Bayesian inference to the genetic control of drought tolerance in spring wheat

Document Type : Research Paper


1 Department of Plant Breeding and Biotechnology, Faculty of Agriculture, University of Tabriz, Tabriz, Iran.

2 Department of Plant Breeding and Biotechnology, Faculty of Agriculture, University of Tabriz, Tabriz, Iran

3 Department of Agronomy and Plant Breeding, Faculty of Agriculture Science, University of Guilan, Rasht, Iran.

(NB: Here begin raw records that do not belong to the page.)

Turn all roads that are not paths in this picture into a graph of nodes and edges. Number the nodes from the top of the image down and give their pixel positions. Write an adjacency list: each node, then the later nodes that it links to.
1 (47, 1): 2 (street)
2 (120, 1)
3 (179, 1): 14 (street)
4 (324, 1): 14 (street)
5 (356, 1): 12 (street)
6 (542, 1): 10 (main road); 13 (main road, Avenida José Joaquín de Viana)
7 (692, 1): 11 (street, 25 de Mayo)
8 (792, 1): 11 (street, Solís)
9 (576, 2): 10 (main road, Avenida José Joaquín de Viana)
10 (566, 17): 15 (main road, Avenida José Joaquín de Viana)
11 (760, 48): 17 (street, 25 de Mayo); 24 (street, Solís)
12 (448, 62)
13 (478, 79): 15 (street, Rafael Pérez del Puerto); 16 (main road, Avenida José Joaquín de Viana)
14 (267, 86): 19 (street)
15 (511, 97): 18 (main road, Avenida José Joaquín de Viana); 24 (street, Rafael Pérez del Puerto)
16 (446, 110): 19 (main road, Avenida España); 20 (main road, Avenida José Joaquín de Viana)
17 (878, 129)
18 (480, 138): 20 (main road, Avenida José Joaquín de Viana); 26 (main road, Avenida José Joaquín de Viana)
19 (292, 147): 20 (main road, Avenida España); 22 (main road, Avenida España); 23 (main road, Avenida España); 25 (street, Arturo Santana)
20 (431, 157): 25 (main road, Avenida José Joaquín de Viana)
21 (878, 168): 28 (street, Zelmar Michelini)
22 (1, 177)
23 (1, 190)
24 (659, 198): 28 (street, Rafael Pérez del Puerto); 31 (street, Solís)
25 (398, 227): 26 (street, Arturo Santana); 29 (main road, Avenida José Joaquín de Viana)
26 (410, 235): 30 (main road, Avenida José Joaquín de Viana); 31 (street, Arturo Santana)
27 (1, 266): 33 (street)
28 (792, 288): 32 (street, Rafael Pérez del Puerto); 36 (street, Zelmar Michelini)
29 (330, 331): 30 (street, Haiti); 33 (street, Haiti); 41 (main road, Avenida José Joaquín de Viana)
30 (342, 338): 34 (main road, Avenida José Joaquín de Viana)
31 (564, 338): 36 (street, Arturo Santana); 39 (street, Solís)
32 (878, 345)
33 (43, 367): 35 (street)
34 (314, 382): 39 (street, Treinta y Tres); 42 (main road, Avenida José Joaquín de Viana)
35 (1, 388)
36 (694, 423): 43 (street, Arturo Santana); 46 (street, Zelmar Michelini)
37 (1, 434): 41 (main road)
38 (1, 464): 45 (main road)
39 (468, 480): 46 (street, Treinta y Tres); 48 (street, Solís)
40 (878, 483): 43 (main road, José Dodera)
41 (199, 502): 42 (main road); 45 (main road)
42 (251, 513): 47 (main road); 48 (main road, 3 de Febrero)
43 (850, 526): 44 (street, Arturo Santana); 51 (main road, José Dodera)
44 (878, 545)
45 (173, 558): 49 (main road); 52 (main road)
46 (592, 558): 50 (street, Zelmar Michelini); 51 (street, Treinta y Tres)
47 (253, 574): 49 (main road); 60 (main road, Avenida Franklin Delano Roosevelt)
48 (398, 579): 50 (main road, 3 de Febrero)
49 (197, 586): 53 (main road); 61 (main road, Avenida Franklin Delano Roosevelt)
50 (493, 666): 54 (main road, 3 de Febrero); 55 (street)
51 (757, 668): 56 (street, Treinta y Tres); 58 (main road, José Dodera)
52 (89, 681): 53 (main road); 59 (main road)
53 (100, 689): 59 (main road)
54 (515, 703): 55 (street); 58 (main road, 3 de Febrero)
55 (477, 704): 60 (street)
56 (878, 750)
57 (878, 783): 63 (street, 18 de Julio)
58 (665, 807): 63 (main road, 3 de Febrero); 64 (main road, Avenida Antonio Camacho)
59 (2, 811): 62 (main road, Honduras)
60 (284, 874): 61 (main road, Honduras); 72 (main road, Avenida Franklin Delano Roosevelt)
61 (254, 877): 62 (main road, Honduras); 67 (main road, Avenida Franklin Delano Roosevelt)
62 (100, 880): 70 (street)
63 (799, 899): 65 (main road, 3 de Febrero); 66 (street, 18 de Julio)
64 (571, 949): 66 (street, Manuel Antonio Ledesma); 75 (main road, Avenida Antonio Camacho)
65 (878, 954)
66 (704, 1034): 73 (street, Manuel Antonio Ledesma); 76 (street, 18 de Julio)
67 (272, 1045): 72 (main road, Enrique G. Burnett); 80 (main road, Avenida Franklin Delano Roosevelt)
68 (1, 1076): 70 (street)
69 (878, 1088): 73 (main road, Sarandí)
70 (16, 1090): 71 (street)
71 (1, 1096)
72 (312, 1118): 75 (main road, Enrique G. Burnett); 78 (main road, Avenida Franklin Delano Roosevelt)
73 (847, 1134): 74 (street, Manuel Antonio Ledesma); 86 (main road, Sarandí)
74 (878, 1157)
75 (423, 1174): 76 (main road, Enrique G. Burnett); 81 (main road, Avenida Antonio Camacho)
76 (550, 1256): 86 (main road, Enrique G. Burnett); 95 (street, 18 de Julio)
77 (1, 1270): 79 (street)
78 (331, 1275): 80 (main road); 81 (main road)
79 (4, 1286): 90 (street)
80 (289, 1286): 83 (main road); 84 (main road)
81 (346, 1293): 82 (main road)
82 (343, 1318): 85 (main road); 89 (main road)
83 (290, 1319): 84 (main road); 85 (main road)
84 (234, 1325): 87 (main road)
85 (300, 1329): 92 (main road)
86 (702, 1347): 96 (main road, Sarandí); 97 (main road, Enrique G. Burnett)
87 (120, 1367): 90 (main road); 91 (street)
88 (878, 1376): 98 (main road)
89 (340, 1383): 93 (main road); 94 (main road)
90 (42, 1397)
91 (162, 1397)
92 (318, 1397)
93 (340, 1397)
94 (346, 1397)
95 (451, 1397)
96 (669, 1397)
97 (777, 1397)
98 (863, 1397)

Drought is the main abiotic stress seriously influencing wheat production and quality in the world. Information about the inheritance of drought tolerance is necessary to determine the type of breeding program and to develop tolerant cultivars. In this study, Bayesian inference was used to explore the nature and amount of gene effects controlling yield and its components under water deficit and normal conditions by assessment of contrasting bread wheat parents (Bam and Arta) and derived generations from them. Bayesian inference using the Gibbs Variable Selection (GVS) approach and the Deviance Information Criterion (DIC) were applied to identify the most important gene effects and to compare models including different gene effects. The GVS and DIC provided an efficient way to perform the analysis and to introduce the more appropriate models. It can be inferred from the results that the Bayesian analysis provides a robust inference of genetic architecture of yield and yield components in wheat. Since the additive, dominance and epistatic gene actions involved in the inheritance of agronomic characters under both water stress and normal conditions, methods which utilize all types of gene effects, such as hybrid seed production, may be useful in improving yield and its stability in wheat.


Article Title [فارسی]

استنباط بیزی برای کنترل ژنتیکی تحمل به تنش خشکی در گندم بهاره

Authors [فارسی]

  • پرویز صفری 1
  • محمد مقدم واحد 1
  • سیامک علوی کیا 2
  • مجید نوروزی 2
Abstract [فارسی]

خشکی تنش غیرزیستی اصلی است که به طور جدی بر تولید و کیفیت گندم در جهان تأثیر می­گذارد. اطلاعات مربوط به وراثت تحمل به خشکی برای تعیین نوع برنامه اصلاحی و تکوین ارقام متحمل ضروری است. در این مطالعه، استنباط بیزی برای بررسی ماهیت و میزان اثرهای ژنی کنترل کننده عملکرد و اجزای آن در شرایط کمبود آب و شرایط عادی با استفاده از ارزیابی ارقام گندم نان (بم و آرتا) و نسل های مشتق شده از آن­ها مورد استفاده قرار گرفت. استنباط بیزی با استفاده از روش گزینش متغیر گیبز (GVS) و معیار اطلاعات انحراف (DIC) برای شناسایی مهم ترین اثرهای ژنی و مقایسه مدل­هایی با اثرهای ژنی مختلف مورد استفاده قرار گرفت. GVS و DIC روشی کارآمد برای انجام تجزیه و تحلیل و معرفی مدل های مناسب ارایه کردند. می­توان نتیجه گرفت که تجزیه و تحلیل بیزی استنباط قوی از ساختار ژنتیکی عملکرد و اجزای عملکرد در گندم ارایه می دهد. از آن جا که اثرهای افزایشی، غالبیت و اپیستازی در وراثت صفات زراعی درگیر بودند، روش­هایی که از همه انواع اثرهای ژنی استفاده می­کنند مانند اصلاح ارقام هیبرید، در صورت رفع موانع تولید این ارقام، می­تواند در بهبود عملکرد و پایداری آن در گندم سودمند باشد.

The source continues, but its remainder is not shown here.